While we're on the wishlist, libyuv's API is not very orthogonal and misses a lot of possible conversion possibilities that can be signaled in AV1's sequence header. Obvious missing ones include:

  1. Planar RGB to ARGB
  2. Limited range RGB
  3. Full range Rec. 709
  4. Full range Rec. 2020
  5. YCoCg
  6. BT. 2020 CL

Note for libyuv change requests its best to file an issue on the libyuv issue tracker
https://bugs.chromium.org/p/libyuv/issues/list

Re filtered up sampling during conversion
I had an imformal request from chrome for the same. My plan is to break it into 2 steps as a start.

  1. upsamplle 422 or 420 to 444
  2. convert 444 to rgb

The bilinear scale will filter the 420 to 444, but it may take some logic to set subpixel accurate centering.

  1. planar rgb isnt supported. but planar AYUV is, so theres likely a way to do this. There are packed versions of YUV. YUV24 and AYUV
    The conversions are meant as alternative to NV12ToRGB24 so you can convert NV12ToYUV24 which is packed 24 bit YUV but can be used by a GPU.
    So the functions you're looking for are I444ToYUV24 and I444ToAYUV to convert 3 planes of RGB to packed 24 or 32 bit packed RGB. It doesnt exist but is easy to add. Please file an issue if you need this function.

  2. limited range RGB is not supported. I assume you would want this during RGB to YUV. The first step for this would be different color matrix support, which is on the todo list, but its due to all the YUV color spaces. video and full range bt.601, bt709, rec 2020

3-5 YUV to RGB conversions now accept a matrix parameter.

  1. at one point i had bt709 full range and it wouldnt be hard to dig up the color matrix for that.
    The YUV to RGB with color matrix functions are now exposed, so all yuv color spaces can be user defined and the preset ones can be used with any YUV to RGB conversion

  2. YCoCg
    The advantage of this matrix is its fast and lossless. Using fixed point math would likely be slower than optimized avx/neon. But if thats ok, a matrix could be defined.

  3. CL refers to the non-linear version of rec.2020, similar to gamma correction.
    I dont have a concrete plan for how to support this efficiently. suggestions or C code welcome.

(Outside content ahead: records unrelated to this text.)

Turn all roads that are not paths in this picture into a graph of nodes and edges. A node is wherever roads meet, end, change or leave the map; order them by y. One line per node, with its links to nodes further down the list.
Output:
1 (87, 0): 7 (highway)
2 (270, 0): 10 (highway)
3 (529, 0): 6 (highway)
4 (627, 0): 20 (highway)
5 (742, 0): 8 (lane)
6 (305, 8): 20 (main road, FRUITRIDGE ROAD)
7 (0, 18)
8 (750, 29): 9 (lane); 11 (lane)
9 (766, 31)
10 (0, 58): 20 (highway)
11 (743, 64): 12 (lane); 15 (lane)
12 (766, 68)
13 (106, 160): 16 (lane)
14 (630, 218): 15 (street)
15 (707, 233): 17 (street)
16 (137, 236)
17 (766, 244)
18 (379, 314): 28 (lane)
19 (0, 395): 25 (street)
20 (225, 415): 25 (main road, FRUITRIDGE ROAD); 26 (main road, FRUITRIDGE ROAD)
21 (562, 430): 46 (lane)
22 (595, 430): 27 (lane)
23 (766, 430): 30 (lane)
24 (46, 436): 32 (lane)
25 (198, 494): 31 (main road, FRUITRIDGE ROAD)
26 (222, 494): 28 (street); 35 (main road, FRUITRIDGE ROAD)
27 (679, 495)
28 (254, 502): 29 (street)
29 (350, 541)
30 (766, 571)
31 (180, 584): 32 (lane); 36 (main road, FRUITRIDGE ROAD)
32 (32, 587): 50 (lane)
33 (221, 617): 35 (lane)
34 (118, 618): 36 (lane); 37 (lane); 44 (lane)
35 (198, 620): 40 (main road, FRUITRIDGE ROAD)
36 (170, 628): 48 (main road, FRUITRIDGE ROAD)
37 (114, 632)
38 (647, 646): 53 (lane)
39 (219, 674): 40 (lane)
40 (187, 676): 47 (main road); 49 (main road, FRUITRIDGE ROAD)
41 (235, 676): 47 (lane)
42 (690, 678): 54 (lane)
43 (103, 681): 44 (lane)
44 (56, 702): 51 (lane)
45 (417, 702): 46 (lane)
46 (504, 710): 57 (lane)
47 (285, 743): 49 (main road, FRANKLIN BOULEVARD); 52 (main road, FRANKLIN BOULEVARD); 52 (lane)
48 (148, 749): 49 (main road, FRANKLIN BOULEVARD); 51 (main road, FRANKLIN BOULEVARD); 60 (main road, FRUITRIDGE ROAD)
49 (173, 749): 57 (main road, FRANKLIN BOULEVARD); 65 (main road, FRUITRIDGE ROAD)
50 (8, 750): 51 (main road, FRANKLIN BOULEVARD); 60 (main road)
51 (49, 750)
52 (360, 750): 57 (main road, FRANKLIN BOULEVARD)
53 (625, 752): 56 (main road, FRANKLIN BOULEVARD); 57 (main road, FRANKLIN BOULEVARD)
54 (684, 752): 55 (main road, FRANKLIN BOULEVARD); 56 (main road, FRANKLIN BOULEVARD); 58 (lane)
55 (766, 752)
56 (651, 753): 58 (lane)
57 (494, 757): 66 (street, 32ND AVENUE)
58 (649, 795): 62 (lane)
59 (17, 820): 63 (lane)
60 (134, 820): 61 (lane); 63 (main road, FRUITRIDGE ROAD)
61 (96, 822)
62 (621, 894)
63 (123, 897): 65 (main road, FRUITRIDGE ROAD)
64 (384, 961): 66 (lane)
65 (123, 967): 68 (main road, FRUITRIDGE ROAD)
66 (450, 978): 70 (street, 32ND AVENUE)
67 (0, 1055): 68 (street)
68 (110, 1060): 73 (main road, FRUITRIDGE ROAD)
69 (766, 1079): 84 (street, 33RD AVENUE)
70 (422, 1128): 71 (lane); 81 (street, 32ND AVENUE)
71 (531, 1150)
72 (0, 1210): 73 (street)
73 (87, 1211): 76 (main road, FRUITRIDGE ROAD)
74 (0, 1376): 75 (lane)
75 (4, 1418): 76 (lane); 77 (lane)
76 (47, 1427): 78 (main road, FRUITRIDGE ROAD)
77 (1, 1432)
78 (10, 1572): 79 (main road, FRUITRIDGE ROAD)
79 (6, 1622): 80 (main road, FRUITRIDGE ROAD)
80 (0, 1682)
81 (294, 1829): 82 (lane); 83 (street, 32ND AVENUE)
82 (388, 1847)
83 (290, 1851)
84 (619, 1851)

The improved 'Matrix' support is in r1751

Summary of your requests, the colorspaces for YUV to RGB are mostly complete and a matter of defining matrix constants.
For new functions, planar to packed is easy and efficient to implement

Rethinking 1, another way to implement planar RGB is to use planar YUV with an identity matrix
I420AlphaToARGBMatrix() exists.
I444AlphaToARGBMatrix is on my todo list

But implemented as Neon its a simple loop, and avx for 32 bit ayuv is also easy. - 3 pack instructions.
24 bit is also easy (st3) for neon but hard with avx.

void I444AlphaToAYUVRow_NEON(const uint8_t* src_y,
const uint8_t* src_u,
const uint8_t* src_v,
const uint8_t* src_a,
uint8_t* dst_ayuv
int width) {
asm volatile (
"1: \n"
"ld1 {v20.8b}, [%0], #8 \n"
"ld1 {v21.8b}, [%1], #8 \n"
"ld1 {v22.8b}, [%2], #8 \n"
"ld1 {v23.8b}, [%3], #8 \n"
"subs %w5, %w5, #8 \n"
"st4 {v20.8b,v21.8b,v22.8b,v23.8b}, [%4], #32 \n"
"b.gt 1b \n"
: "+r"(src_y), // %0
"+r"(src_u), // %1
"+r"(src_v), // %2
"+r"(src_a), // %3
"+r"(dst_ayuv), // %4
"+r"(width) // %5
: "cc", "memory", "v20", "v21", "v22", "v23",
);
}

z.lib 3.0 supports ARM and NEON. All functions are implemented.